As we all know menthol is used to provide mint and cooling taste and also provide a soothing sensation. But it also plays a troubling role in US cigarettes smoking patterns. According to FDA menthol cigarettes are used by 20 million people in the USA.
Most of them are American Africans while others are teen smokers. But the point which should be noted is that menthol cigarettes are harder to quit than any other type of cigarette. But clues are also uncovered how menthol may reduce the irritation and harshness of the people smoking cigarettes.
This study helps to shed light on the molecular mechanism of how menthol interacts with the body. Said Andrew Griffith M.D, Ph.D. scientific director and acting deputy director of NIH. “These results can help to perform public health strategies to lower the rate of harmful cigarettes and smoking among groups particularly vulnerable to using menthol cigarettes.
Detailed genetic analysis on 1300 adults was conducted by Dennis drayna, chief of the PH.D. research team of the section of genetic communication on disorder at NICDD gene variants was reported in 5 to 8 percent of African Americans. While the participants of Europe, Asia, and native America do not have any signs of the variant.
“We expected to find genes that relate to taste receptors since menthol is a flavor additive,” said Drayna. “Instead, we discovered a different kind of signaling molecule that appears to be involved in menthol preference.”
“While this gene variant can’t explain all of the increased use of menthol cigarettes by African-Americans, our findings indicate that this variant is a potentially important factor that underlies the preference for menthol cigarettes in this population.

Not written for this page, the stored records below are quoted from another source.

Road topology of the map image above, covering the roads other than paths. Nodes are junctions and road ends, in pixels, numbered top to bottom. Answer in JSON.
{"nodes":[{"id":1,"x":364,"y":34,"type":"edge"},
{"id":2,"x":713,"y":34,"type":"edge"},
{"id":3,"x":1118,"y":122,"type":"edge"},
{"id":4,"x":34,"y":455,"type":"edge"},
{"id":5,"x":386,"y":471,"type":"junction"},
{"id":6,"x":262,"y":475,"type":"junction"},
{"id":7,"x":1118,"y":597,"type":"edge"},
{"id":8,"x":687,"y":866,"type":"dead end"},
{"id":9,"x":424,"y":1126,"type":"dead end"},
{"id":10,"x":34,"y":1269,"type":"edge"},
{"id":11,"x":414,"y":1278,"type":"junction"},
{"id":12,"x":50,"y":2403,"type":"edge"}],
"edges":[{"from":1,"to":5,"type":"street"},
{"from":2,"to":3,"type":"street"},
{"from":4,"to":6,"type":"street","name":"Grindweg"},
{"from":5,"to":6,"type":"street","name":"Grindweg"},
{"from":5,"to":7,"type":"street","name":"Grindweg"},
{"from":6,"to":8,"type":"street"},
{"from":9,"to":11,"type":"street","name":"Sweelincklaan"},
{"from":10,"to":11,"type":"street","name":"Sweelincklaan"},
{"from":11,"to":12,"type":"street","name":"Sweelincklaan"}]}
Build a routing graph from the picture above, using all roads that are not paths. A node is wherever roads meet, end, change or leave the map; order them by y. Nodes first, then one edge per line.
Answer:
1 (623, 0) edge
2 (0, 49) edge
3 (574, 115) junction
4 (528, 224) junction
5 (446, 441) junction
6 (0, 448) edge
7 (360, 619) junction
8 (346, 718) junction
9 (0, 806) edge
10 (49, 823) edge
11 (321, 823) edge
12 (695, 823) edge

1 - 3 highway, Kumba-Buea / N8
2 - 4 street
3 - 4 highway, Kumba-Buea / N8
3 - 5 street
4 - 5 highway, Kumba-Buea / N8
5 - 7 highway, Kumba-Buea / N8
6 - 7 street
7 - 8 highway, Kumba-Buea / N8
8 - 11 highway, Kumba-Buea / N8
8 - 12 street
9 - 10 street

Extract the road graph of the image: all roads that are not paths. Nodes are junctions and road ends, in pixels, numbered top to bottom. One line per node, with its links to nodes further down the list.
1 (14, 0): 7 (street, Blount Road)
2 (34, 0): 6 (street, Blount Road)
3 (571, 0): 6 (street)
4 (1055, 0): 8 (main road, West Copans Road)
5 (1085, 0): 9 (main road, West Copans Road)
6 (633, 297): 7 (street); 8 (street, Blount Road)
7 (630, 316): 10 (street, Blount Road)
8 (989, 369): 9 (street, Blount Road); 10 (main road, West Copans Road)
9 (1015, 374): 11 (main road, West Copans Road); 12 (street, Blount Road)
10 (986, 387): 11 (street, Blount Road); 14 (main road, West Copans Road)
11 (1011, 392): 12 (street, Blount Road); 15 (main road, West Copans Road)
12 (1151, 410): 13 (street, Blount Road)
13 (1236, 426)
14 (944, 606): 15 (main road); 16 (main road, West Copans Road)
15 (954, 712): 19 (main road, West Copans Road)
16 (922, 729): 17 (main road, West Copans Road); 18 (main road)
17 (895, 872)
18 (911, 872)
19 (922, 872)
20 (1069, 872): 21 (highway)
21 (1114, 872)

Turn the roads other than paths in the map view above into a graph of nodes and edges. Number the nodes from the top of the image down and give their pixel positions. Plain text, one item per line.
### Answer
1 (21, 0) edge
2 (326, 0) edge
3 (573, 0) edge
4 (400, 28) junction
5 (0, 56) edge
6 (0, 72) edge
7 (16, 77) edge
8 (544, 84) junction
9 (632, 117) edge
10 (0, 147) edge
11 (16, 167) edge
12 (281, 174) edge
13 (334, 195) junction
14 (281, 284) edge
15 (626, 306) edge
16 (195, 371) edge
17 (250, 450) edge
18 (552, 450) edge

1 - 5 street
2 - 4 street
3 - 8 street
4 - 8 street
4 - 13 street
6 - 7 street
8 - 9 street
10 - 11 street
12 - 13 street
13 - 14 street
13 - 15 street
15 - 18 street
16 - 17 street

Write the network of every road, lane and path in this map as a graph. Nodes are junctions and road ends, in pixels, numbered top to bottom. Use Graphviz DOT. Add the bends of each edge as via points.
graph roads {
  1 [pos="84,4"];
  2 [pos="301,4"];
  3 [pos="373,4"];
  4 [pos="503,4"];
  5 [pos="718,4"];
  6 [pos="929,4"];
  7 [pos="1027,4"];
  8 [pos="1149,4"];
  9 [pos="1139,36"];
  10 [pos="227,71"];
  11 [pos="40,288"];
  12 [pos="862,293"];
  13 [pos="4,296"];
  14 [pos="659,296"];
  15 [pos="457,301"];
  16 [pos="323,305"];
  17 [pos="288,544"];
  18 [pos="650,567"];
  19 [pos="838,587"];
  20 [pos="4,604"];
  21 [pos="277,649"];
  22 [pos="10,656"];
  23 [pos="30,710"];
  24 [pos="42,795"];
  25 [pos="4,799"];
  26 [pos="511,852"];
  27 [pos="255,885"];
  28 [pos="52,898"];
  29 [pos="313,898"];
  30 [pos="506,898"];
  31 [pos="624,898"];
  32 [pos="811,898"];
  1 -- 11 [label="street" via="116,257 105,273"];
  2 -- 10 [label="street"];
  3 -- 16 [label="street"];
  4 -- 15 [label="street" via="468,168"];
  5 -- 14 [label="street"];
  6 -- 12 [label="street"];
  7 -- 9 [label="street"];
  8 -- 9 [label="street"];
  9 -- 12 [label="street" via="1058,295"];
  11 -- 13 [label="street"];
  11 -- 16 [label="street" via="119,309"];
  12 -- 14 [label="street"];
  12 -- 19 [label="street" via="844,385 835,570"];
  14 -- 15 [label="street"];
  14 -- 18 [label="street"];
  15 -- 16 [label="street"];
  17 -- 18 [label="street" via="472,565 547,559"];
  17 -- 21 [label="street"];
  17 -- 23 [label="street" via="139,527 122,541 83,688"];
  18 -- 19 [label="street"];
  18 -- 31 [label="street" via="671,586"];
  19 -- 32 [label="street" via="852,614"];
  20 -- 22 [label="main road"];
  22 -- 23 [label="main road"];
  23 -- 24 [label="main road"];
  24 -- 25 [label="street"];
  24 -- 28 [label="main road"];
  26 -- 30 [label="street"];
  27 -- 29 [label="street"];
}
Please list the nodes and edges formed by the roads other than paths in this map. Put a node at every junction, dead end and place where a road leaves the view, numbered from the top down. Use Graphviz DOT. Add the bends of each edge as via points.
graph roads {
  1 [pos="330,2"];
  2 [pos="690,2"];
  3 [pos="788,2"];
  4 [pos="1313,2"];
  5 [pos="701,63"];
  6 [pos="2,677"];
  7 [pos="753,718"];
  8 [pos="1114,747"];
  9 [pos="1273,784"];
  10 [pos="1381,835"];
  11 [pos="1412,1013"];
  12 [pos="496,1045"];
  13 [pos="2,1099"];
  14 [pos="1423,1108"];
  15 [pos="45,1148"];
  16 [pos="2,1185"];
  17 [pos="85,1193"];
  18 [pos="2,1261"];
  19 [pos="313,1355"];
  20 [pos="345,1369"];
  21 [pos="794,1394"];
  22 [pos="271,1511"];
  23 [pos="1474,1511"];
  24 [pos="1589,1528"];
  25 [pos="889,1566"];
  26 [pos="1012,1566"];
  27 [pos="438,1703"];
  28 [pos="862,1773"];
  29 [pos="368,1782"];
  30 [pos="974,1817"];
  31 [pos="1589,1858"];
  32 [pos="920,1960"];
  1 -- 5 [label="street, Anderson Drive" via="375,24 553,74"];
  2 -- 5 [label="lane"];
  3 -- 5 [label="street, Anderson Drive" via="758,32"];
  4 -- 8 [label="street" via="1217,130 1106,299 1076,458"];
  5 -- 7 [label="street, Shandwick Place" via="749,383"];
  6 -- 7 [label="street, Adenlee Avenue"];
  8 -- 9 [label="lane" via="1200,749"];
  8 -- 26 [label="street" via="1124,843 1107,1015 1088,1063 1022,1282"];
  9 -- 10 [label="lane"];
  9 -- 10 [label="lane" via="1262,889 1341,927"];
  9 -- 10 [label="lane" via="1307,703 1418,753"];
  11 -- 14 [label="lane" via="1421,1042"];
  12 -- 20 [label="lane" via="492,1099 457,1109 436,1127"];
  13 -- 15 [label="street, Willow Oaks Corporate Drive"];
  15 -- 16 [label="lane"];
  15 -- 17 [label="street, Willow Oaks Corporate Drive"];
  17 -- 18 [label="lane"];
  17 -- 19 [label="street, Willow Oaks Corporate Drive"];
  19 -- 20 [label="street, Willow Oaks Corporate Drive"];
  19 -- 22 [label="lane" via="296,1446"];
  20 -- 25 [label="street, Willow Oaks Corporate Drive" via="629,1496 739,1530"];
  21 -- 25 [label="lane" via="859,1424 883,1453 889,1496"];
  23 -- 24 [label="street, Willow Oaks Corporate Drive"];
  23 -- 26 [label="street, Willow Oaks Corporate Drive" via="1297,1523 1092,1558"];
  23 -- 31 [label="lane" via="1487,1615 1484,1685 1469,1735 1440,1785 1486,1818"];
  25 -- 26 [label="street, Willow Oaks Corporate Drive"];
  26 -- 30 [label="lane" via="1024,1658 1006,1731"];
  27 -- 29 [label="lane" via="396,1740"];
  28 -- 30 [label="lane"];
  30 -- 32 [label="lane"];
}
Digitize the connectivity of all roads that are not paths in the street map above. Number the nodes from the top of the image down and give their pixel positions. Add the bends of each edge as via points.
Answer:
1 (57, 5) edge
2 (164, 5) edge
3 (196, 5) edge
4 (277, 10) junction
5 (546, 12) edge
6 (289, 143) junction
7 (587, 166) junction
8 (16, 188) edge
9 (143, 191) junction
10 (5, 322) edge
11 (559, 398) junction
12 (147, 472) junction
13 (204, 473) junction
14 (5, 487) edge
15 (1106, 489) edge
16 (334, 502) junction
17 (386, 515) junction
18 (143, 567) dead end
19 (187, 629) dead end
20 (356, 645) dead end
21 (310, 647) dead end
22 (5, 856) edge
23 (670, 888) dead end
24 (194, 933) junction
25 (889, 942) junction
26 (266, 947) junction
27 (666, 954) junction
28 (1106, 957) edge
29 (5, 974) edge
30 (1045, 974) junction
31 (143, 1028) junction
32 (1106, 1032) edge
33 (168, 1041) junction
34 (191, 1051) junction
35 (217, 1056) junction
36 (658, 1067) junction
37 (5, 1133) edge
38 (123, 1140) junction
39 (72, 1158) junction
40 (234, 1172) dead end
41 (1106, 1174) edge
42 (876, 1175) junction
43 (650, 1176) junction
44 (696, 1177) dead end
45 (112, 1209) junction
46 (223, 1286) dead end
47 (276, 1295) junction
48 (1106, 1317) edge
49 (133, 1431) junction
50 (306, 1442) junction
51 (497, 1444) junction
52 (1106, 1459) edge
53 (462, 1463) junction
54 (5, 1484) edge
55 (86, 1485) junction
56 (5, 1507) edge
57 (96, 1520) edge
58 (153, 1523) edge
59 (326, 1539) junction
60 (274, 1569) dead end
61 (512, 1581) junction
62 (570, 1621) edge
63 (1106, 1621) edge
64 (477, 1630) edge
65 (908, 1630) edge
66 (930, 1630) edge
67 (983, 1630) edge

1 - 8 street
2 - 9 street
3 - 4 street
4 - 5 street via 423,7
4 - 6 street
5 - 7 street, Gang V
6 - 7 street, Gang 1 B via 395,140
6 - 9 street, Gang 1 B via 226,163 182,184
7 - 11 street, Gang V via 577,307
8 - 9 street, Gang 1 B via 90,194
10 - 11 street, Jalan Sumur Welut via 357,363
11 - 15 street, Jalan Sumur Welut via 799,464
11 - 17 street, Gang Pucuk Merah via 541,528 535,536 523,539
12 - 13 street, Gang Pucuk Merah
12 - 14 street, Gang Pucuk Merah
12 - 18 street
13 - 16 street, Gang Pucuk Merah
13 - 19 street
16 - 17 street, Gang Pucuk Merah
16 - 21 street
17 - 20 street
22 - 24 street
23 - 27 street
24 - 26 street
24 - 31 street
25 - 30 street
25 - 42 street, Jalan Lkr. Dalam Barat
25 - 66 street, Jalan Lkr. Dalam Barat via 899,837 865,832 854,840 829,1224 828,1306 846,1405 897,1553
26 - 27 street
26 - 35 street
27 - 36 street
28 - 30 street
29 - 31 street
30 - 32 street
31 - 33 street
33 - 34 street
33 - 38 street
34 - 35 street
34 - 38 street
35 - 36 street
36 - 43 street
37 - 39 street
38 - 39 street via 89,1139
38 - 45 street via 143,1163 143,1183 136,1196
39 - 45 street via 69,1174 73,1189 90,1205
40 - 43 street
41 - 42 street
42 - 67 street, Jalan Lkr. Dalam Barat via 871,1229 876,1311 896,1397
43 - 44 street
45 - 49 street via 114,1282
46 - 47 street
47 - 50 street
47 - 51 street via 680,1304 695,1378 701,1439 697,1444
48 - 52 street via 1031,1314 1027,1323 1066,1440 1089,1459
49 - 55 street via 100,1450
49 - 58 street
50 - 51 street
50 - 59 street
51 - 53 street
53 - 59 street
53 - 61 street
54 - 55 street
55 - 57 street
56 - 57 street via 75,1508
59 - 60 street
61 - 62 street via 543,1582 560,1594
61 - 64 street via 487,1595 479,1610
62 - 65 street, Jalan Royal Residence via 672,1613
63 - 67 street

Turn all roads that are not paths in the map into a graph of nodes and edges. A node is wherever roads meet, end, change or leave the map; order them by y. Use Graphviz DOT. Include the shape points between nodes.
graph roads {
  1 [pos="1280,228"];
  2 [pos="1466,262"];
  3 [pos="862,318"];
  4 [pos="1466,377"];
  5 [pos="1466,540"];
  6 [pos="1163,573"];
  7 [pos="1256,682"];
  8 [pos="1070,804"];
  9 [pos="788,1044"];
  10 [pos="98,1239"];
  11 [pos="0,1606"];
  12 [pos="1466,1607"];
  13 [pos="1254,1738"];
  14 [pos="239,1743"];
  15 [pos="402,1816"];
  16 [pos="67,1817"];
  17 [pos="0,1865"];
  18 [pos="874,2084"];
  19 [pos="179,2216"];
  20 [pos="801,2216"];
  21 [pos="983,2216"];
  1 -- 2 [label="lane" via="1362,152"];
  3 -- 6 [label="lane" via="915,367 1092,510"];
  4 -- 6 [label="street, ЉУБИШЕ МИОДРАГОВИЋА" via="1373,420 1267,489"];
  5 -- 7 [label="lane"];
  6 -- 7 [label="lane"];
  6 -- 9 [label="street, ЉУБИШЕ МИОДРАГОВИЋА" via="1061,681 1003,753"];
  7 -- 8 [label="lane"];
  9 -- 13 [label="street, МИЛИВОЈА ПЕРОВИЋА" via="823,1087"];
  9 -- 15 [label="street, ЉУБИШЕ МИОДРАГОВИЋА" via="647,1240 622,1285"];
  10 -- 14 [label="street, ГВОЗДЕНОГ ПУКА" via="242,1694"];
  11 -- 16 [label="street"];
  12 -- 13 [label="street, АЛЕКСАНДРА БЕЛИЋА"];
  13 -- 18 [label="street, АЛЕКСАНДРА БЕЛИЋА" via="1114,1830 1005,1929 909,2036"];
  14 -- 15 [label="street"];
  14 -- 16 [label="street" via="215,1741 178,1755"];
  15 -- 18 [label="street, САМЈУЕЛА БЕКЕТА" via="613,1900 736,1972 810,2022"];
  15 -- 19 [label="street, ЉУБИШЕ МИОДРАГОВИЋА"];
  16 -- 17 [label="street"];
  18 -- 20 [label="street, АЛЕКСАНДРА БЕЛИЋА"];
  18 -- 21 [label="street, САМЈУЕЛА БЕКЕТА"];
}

While things like cultural factors or industry advertising practices have been a focus for understanding menthol use thus far, our findings indicate that African-specific genetic factors also need to be considered,” said Drayna.
The agency has announced plans to propose a ban on menthol-flavored cigarettes and cigars, in large part because of the high use of menthol cigarettes among youth and young adults. More than half of the smoker population aging 12 to 17 is involved in menthol-flavored cigarettes.